113 cas ont été rapportés avec une fiche d’information détaillée par des dermatologues et des généralistes. Le groupe le plus important est celui des patients présentant des lésions à type d’engelures avec 84 patients, 36 hommes, 48 femmes, âgés de 9 à 67 ans. Un peu moins de la moitié n’ont eu aucun autre symptôme. Pour les 45 autres, les signes associés étaient non graves (aucune hospitalisation), et dans la majorité des cas, il s’agissait de signes isolés (asthénie et/ou toux le plus souvent, ou fièvre, myalgies). Un seul patient a présenté une anosmie. Ces signes étaient le plus souvent antérieurs à la survenue des lésions à type d’engelures (8 à 15 jours auparavant). Dix patients rapportaient un contage Covid possible ou probable dans les deux-trois semaines précédentes.
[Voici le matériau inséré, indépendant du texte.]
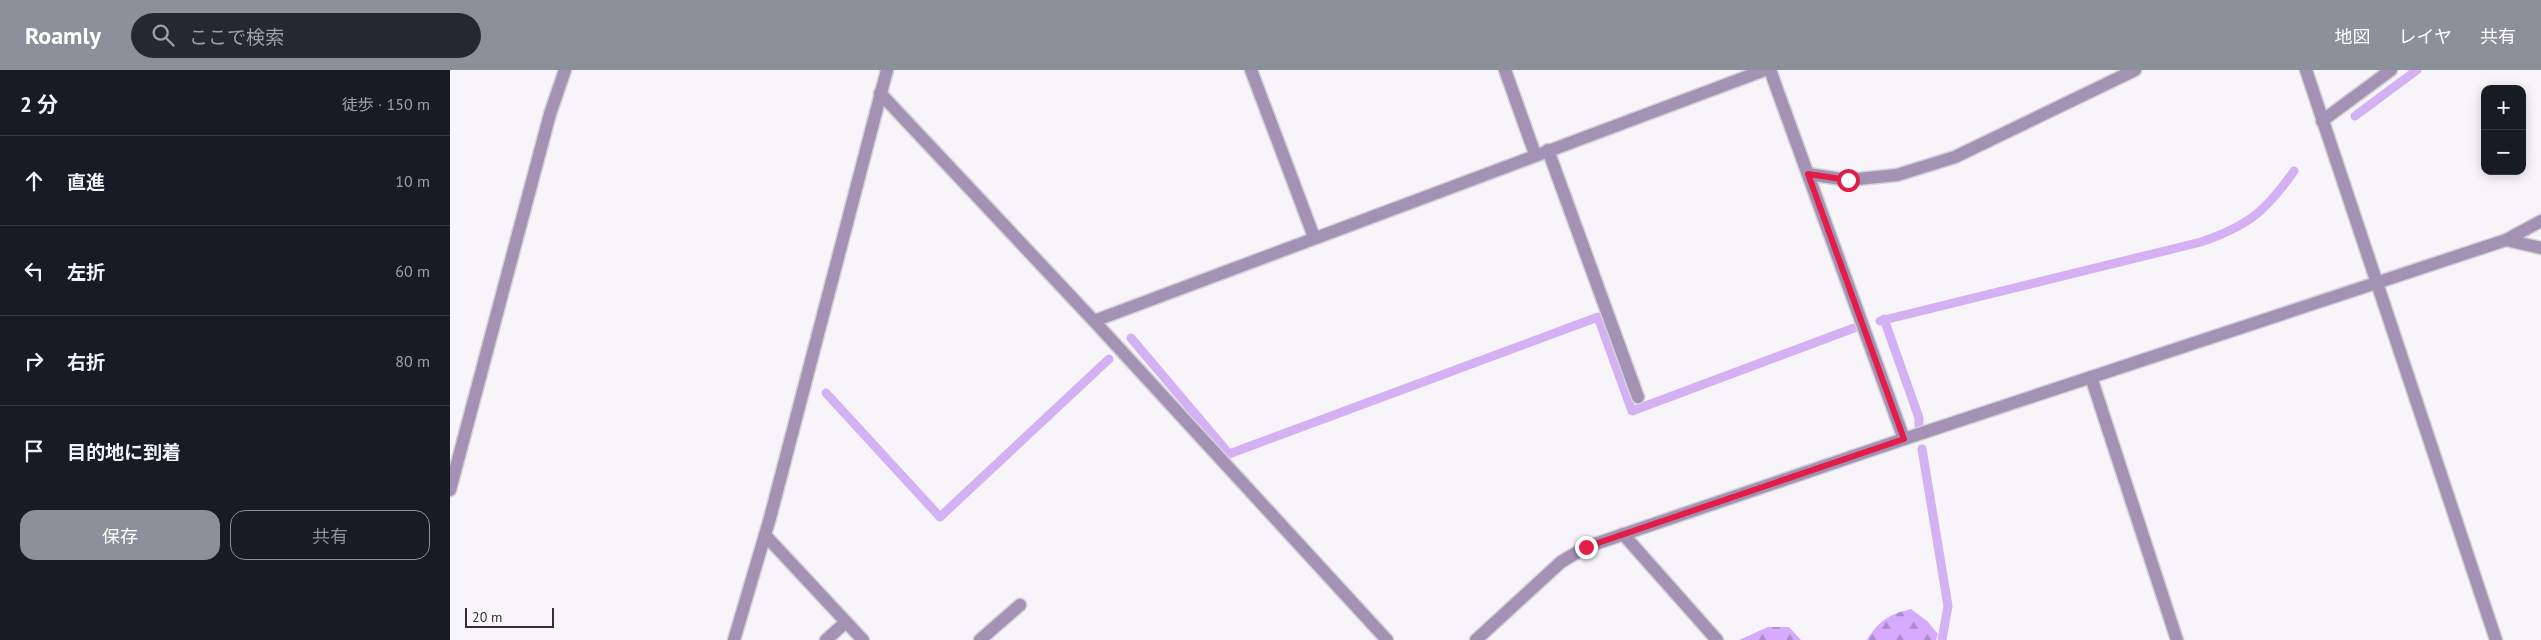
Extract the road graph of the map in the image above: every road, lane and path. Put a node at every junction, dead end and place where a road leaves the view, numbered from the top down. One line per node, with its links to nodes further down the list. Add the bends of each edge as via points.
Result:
1 (564, 70): 24 (street)
2 (887, 70): 10 (street)
3 (1251, 70): 16 (street)
4 (1504, 70): 13 (street)
5 (1764, 70): 12 (street)
6 (1770, 70): 14 (street)
7 (2136, 70): 14 (street, via 1955,157 1897,175 1848,180)
8 (2306, 70): 11 (street)
9 (2391, 70): 11 (street)
10 (880, 94): 20 (street); 26 (street)
11 (2322, 121): 19 (street)
12 (1548, 150): 13 (street); 22 (street)
13 (1535, 154): 16 (street)
14 (1808, 174): 23 (street)
15 (2541, 221): 17 (street)
16 (1314, 237): 20 (street)
17 (2506, 240): 18 (street); 19 (street, via 2397,274)
18 (2541, 248)
19 (2377, 284): 21 (street); 37 (street)
20 (1094, 321): 33 (street)
21 (2090, 377): 23 (street); 36 (street)
22 (1638, 397)
23 (1904, 439): 25 (street)
24 (450, 490)
25 (1623, 534): 34 (street, via 1586,547 1561,562); 35 (street)
26 (765, 535): 28 (street); 29 (street)
27 (1020, 605): 32 (street)
28 (846, 622): 30 (street); 31 (street)
29 (734, 640)
30 (826, 640)
31 (863, 640)
32 (980, 640)
33 (1388, 640)
34 (1476, 640)
35 (1717, 640)
36 (2177, 640)
37 (2496, 640)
Dans 32 cas, une PCR nasopharyngée a été réalisée et s’est révélée négative pour tous les patients (18) pour lesquels les résultats étaient disponibles au moment du bilan.

Au total, les engelures apparaissent donc comme « une manifestation inhabituellement fréquente en cette saison, non associée à une sévérité particulière, et pouvant parfois faire suite à des signes de type infectieux minimes, avec pour les cas explorés une PCR négative, ce qui n’exclut pas une possible infection Covid antérieure, mais ne permet pas non plus à ce stade de l’affirmer, résume la SFD. Les études en cours devront le démontrer et le cas échéant préciser le mécanisme physiopathologique ».

Fait important, « ces données ne montrent aucun argument en faveur d’une contagiosité potentielle de ces patients ».

« À noter que des travaux récemment menés par l'équipe du Pr Joly à Rouen, actuellement soumis à publication, suggèrent de façon très convaincante sur 33 patients, l'absence de relation entre ces lésions cutanées et l'infection par le COVID-19 », précise par ailleurs la SFD.

D'autres lésions très hétérogènes

Les autres patients présentaient des manifestations très variées, à type d’éruptions érythémateuses du visage (les plus fréquentes) d’urticaires, d’exanthèmes maculopapuleux, d’œdèmes du dos des mains, d’érythème noueux, de livédo ou de présentations à type de pityriasis rosé de Gibert. Dans ce groupe hétérogène, une PCR a été effectuée chez 16 patients et s’est révélée positive dans 6 cas avec des signes infectieux généraux au premier plan et où l’atteinte cutanée n’était pas révélatrice.